McDonald’s has been in business for one month in Vietnam, and it’s already clear the culinary culture of this leading producer of rice and seafood has changed forever.  Just one restaurant served 400,000 customers in the month after the grand opening on Feb. 8.

So far, the Saigon McDonald’s served 61,980 Big Macs for $2.84 apiece, well above the daily income of a typical Vietnamese rice farming family.

This is just the beginning.  McDonald’s is the latest chain to join the fast-food reformation of Vietnam’s diet, but it should have no problem surpassing Burger King, Domino’s Pizza, Popeye’s Louisiana Kitchen,  KFC, Subway, and others.

In part, that’s because the owner of the McDonald’s franchise has the political clout to get things done; he’s the prime minister’s son-in-law who, like McDonald’s itself, is a Chicago native.

McDonald’s Vietnam owner Henry Nguyen spent two summers as a teenager working at McDonald’s in Chicago before moving to Ho Chi Minh City a decade ago and ultimately impressing McDonald’s as “the ideal mix of business acumen, proven record, passion, and ability.”

Similarly, Vietnam’s hunger for American products and culture makes it an ideal market for McDonald’s — as it is for American soft drink, alcohol, tobacco, and other brands that are contending with legions of skeptical consumers at home.

The Race to Satisfy Vietnam’s Hi Tech Hunger

Vietnam’s science ministry reports four technology exchanges accounted for 5,482 service and equipment transactions worth $129 million last year — 34% more than a previous year, and far exceeding expectations.

In Haiphong alone, 40,000 people exchanged scientific views and searched for  technologies.  The Danang exchange has recorded 5,321 domestic businesses and 153 foreign companies registering 7,754 technology transactions over the past five years. 

These are signs that Vietnam is serious about being a global technology leader and consumer.   The government projects a 15% annual increase in technological product and service sales through 2020 as exchange projects expand countrywide and universities grow the country’s tech expertise.  

 These developments have generated a growing awareness among global technology leaders about Vietnam’s potential.  This week’s examples:

  • On Thursday the Vietnamese and Finnish governments signed a $14 million agreement to implement the second phase of their joint innovation partnership to enhance the capacity of Vietnam’s information technology system and increase activities in scientific research and technology development.
  • On Friday Microsoft formally agreed to a long-term partnership with Vietnam to focus on four technologies (1) IT infrastructure, (2) cyber security, (3) cloud apps development and (4) IT human resources.

The race is on to capitalize on hi tech hunger in a promising frontier market of nearly 100 million people.  

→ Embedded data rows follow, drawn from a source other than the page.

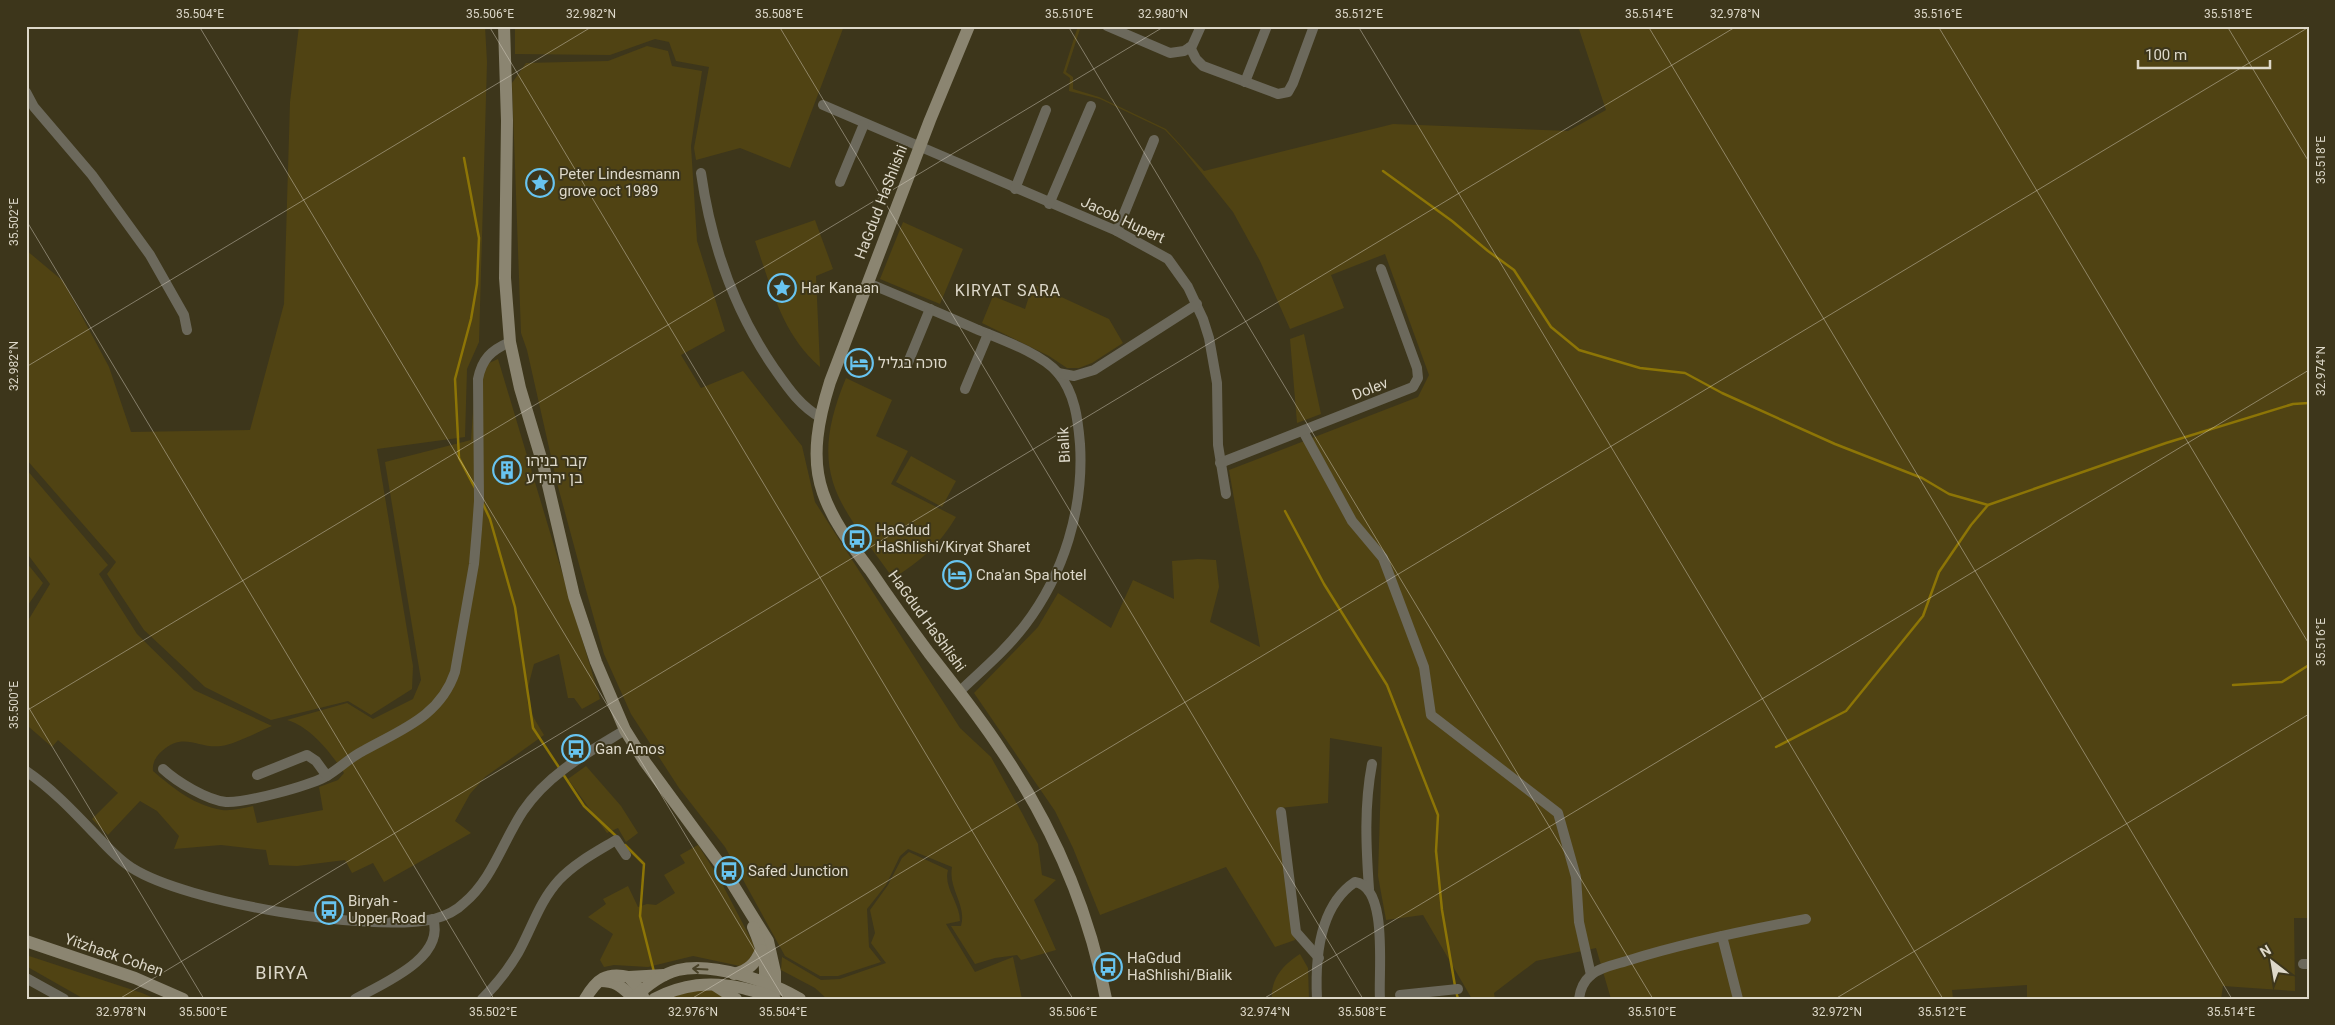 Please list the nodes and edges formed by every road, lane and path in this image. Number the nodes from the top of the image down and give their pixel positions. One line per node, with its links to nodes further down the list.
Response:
1 (504, 26): 27 (main road)
2 (969, 26): 15 (main road, HaGdud HaShlishi)
3 (1108, 26): 7 (street)
4 (1201, 26): 7 (street)
5 (1268, 26): 8 (street)
6 (1314, 26): 8 (street)
7 (1190, 47): 8 (street)
8 (1245, 82)
9 (26, 92): 25 (street)
10 (822, 105): 13 (street)
11 (1091, 106): 19 (street)
12 (1046, 110): 18 (street)
13 (864, 124): 15 (street); 17 (street)
14 (1154, 140): 20 (street)
15 (919, 148): 18 (street, Jacob Hupert); 22 (main road, HaGdud HaShlishi)
16 (701, 173): 31 (street)
17 (840, 182)
18 (1015, 189): 19 (street, Jacob Hupert)
19 (1049, 204): 20 (street, Jacob Hupert)
20 (1117, 231): 23 (street, Jacob Hupert)
21 (1381, 269): 32 (street, Dolev)
22 (868, 283): 24 (street, Bialik); 31 (main road, HaGdud HaShlishi)
23 (1197, 304): 29 (street); 33 (street, Jacob Hupert)
24 (930, 309): 26 (street, Bialik); 28 (street)
25 (187, 330)
26 (988, 334): 29 (street, Bialik); 30 (street)
27 (510, 342): 36 (main road); 41 (street)
28 (907, 366)
29 (1058, 373): 35 (street, Bialik)
30 (965, 389)
31 (821, 418): 35 (main road, HaGdud HaShlishi)
32 (1303, 431): 33 (street, Dolev); 54 (street)
33 (1220, 463): 34 (street, Jacob Hupert)
34 (1226, 494)
35 (959, 692): 71 (main road, HaGdud HaShlishi)
36 (625, 730): 45 (main road); 46 (street)
37 (1372, 764): 44 (street)
38 (163, 769): 41 (street)
39 (26, 771): 46 (street)
40 (257, 775): 41 (street)
41 (327, 776)
42 (1281, 812): 51 (street)
43 (626, 855): 66 (street)
44 (1369, 889): 51 (street); 73 (street)
45 (751, 913): 50 (main road); 60 (main road)
46 (433, 919): 65 (street)
47 (1806, 919): 48 (street)
48 (1722, 936): 54 (street); 75 (street)
49 (28, 943): 64 (main road, Yitzhack Cohen)
50 (761, 950): 52 (main road); 60 (main road)
51 (1319, 958): 72 (street)
52 (734, 974): 53 (main road, one-way to 53); 60 (main road)
53 (664, 975): 55 (main road); 62 (main road)
54 (1591, 975): 74 (street)
55 (629, 977): 57 (main road); 62 (main road)
56 (26, 978): 63 (street)
57 (599, 981): 62 (main road); 67 (main road)
58 (711, 983): 60 (main road); 68 (main road); 69 (main road)
59 (1458, 989): 61 (street)
60 (769, 993): 70 (main road)
61 (1400, 995)
62 (637, 997)
63 (64, 999)
64 (183, 999)
65 (355, 999)
66 (482, 999)
67 (585, 999)
68 (654, 999)
69 (736, 999)
70 (800, 999)
71 (1106, 999)
72 (1317, 999)
73 (1380, 999)
74 (1579, 999)
75 (1738, 999)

Dreaming in Vietnam on $1 a Day

Vietnam’s statistics office and the World Bank shed new light on income in the country — and quantify the  rural-urban gap.  They say the typical city dweller earns $142 a month compared to $76 for rural residents.  Average earnings for Vietnam’s poorest citizens are estimated to be $24 per month, a 39% increase over the highly inflationary period between 2010 and 2013.

This helps explain two things: (1) why the world’s multi-national manufacturers are flocking to Vietnam to source their products, and (2) why entrepreneurial dreams are flourishing in the world’s 13th most populous country.

Vietnam has a young, educated, eager — and, most important, plugged-in — workforce accustomed to wages far behind its peers in China and elsewhere in Southeast Asia.  Even citizens who earn $1 a day tend to be literate and have someone in the family who is connected to the Internet.

And despite urban migration that is spurring explosive growth in Hanoi, Saigon and other cities, Vietnam’s population remains mostly rural and the employment mostly agriculture.  In this sector, $1 dollar a day remains the standard wage — and a job offer from a Japanese or German widget-maker looks like an attractive stepping stone to the entrepreneurial dreamland that is the World Wide Web.